The program is staffed by extraordinary people — rabbis and scholars surprisingly as excited to sit around the table with you, as you are to sit with them.  My first teacher blew my mind as he asked us to consider if it even matters that Judaism continue in an increasingly post-denominational, universal world.  For the first time as a Jewish leader, I wondered what benefit, if any, a Jewish people might bring to the world.  He implored us to personally articulate an answer, because without one, all of our work in Jewish life — from synagogues to service agencies to justice work — might be for naught.  But instead, if we could give authentic voice to a Judaism that merits continuity — well, then it becomes quickly clear that we need to roll up our sleeves and get to work!

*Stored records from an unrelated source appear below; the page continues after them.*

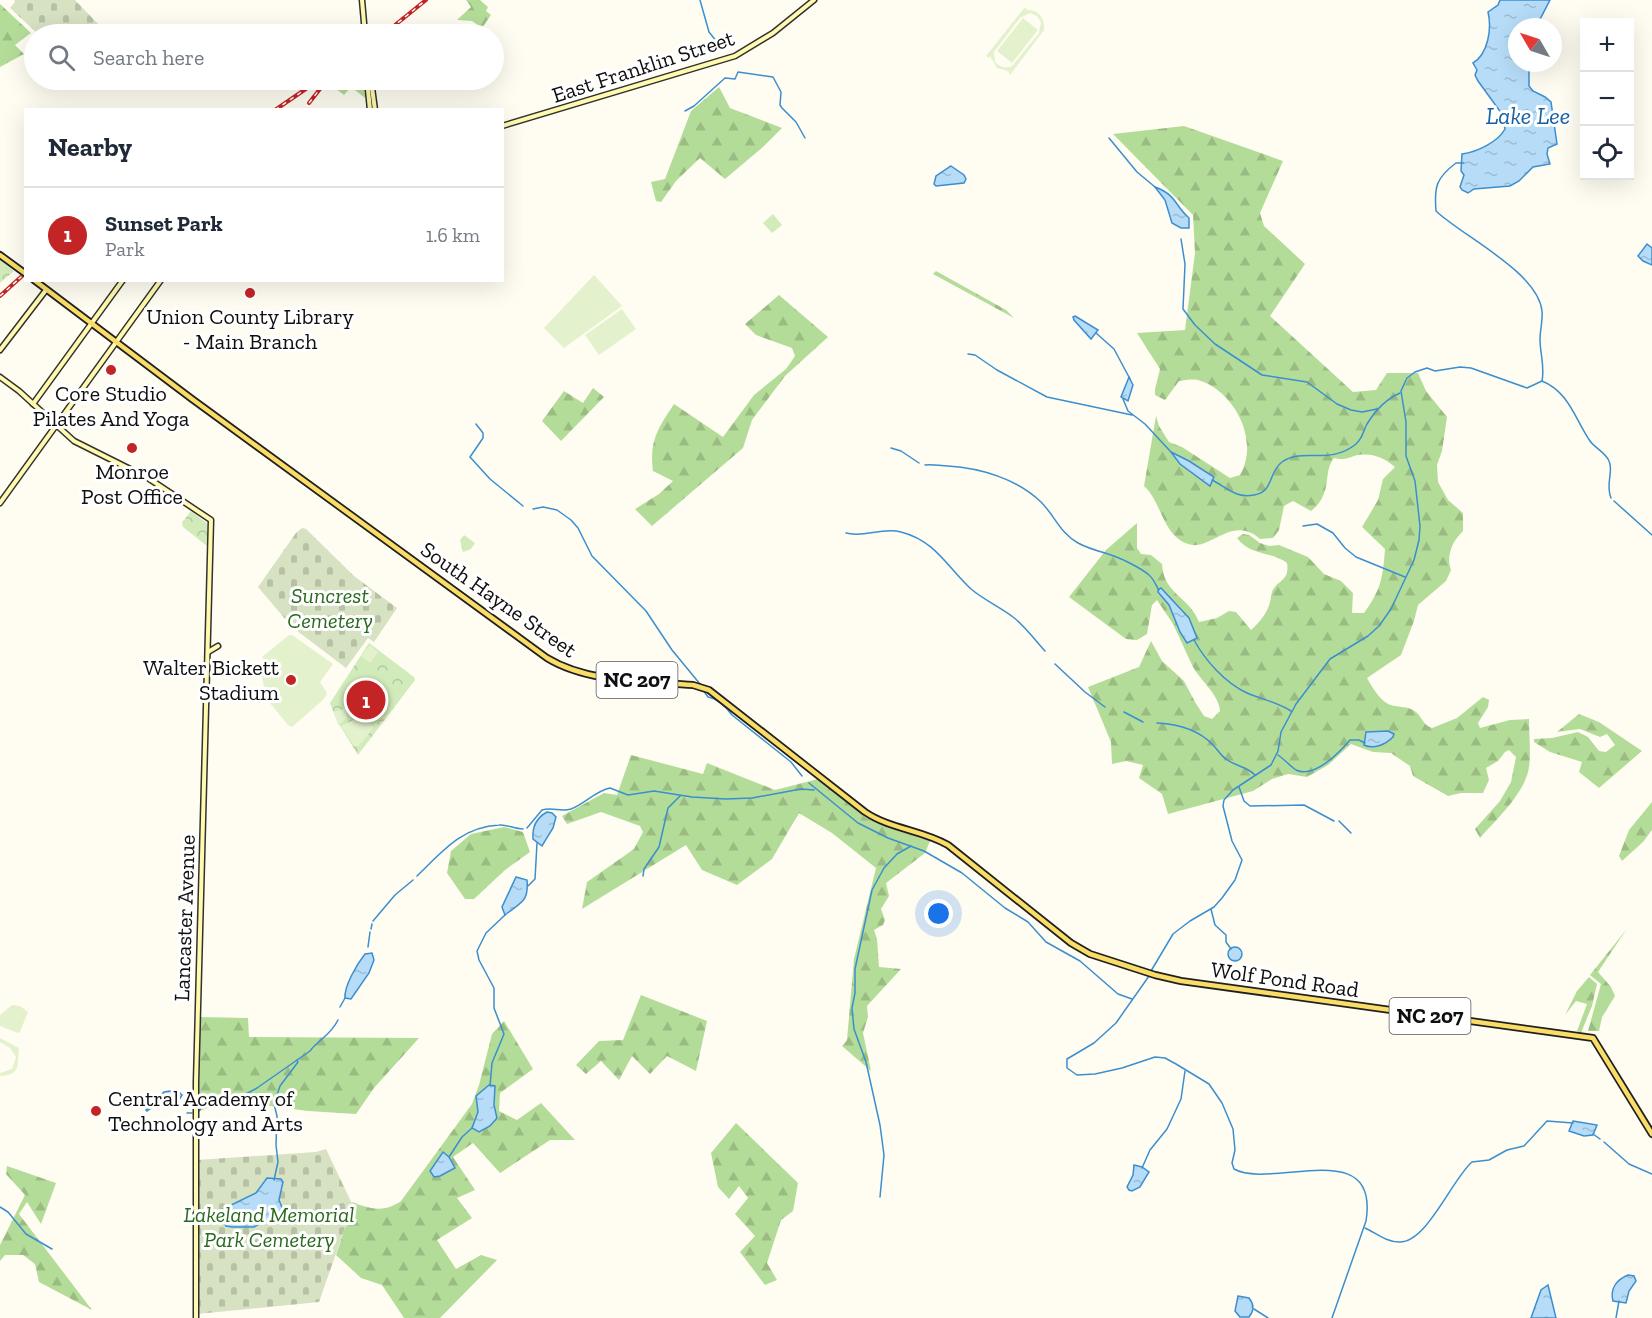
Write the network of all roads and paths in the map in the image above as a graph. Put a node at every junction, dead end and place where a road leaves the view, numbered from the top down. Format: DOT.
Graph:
graph roads {
  1 [pos="362,0"];
  2 [pos="814,0"];
  3 [pos="364,24"];
  4 [pos="369,90"];
  5 [pos="371,90"];
  6 [pos="371,108"];
  7 [pos="372,108"];
  8 [pos="504,125"];
  9 [pos="0,255"];
  10 [pos="24,273"];
  11 [pos="36,282"];
  12 [pos="122,282"];
  13 [pos="160,282"];
  14 [pos="46,290"];
  15 [pos="92,324"];
  16 [pos="116,342"];
  17 [pos="0,350"];
  18 [pos="0,377"];
  19 [pos="33,404"];
  20 [pos="55,426"];
  21 [pos="0,503"];
  22 [pos="218,646"];
  23 [pos="207,652"];
  24 [pos="902,828"];
  25 [pos="1652,1134"];
  26 [pos="196,1318"];
  1 -- 3 [label="main road"];
  2 -- 8 [label="main road, East Franklin Street"];
  4 -- 6 [label="main road"];
  5 -- 7 [label="main road"];
  9 -- 10 [label="main road"];
  11 -- 14 [label="main road, NC 207"];
  12 -- 15 [label="main road"];
  13 -- 16 [label="main road"];
  14 -- 15 [label="main road, NC 207"];
  14 -- 17 [label="main road"];
  15 -- 16 [label="main road, NC 207"];
  15 -- 19 [label="main road"];
  16 -- 20 [label="main road"];
  16 -- 24 [label="main road, South Hayne Street / NC 207"];
  18 -- 19 [label="main road"];
  19 -- 20 [label="main road"];
  20 -- 21 [label="main road"];
  20 -- 23 [label="main road, Lancaster Avenue"];
  22 -- 23 [label="main road"];
  23 -- 26 [label="main road, Lancaster Avenue"];
  24 -- 25 [label="main road, Wolf Pond Road / NC 207"];
}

My final teacher book ended this experience by suggesting that there has been a “Jewish project” if you will that has existed across space and time for millennia, and that the Jewish people exist today primarily — and perhaps solely — because of their ability to adapt this project to changing places and changing times.  If this is true, then we are left to take away only one question — what will our, MY, response be in this time and this space to move this Jewish project forward…forward so that we might create a living, relevant Judaism to offer our children to mark the seasons of their lives and a Judaism that might leave the world a little better off for our having been here as Jews.  

There were many, but certainly a defining moment of the program for me was that after two years of being a contrarian voice on Israel, I was asked to speak at one of the joint conferences. Following my remarks, a cohort member came up to share that he had never been able to hear my view so clearly, and that he was grateful for my having spoken. It was in that moment that I recognized the deep value of cultivating real relationships over time, and that those types of relationships just might make for possibilities that otherwise remain out of reach.

So that’s what the Wexner Heritage Program offers…and for 30 years, over and over in cities across North America, that is what the program delivers.  May you not hesitate to apply—and may you be lucky enough to get in!

Carole Caplan, a Heritage alum (Chicago 06), recently purchased 11 acres in Ann Arbor, MI, and looks forward to teaching others how to get down and dirty in the creation of more sustainable and healthier lives. Carole is working on a local Jewish Alliance for Food, Land and Justice, providing programming on environmental and sustainable living, along with a Jewish Food Festival and Farm Education Day. She also serves on the advisory board of Hazon Detroit helping to launch the Jewish Food Festival at the Detroit Eastern Market. Carole is a past president of the Jewish Reconstructionist Congregation in Evanston, IL, where she was proud to have helped build the first LEED Platinum House-of-Worship in the world. Carole can be reached at caplan.carole@gmail.com.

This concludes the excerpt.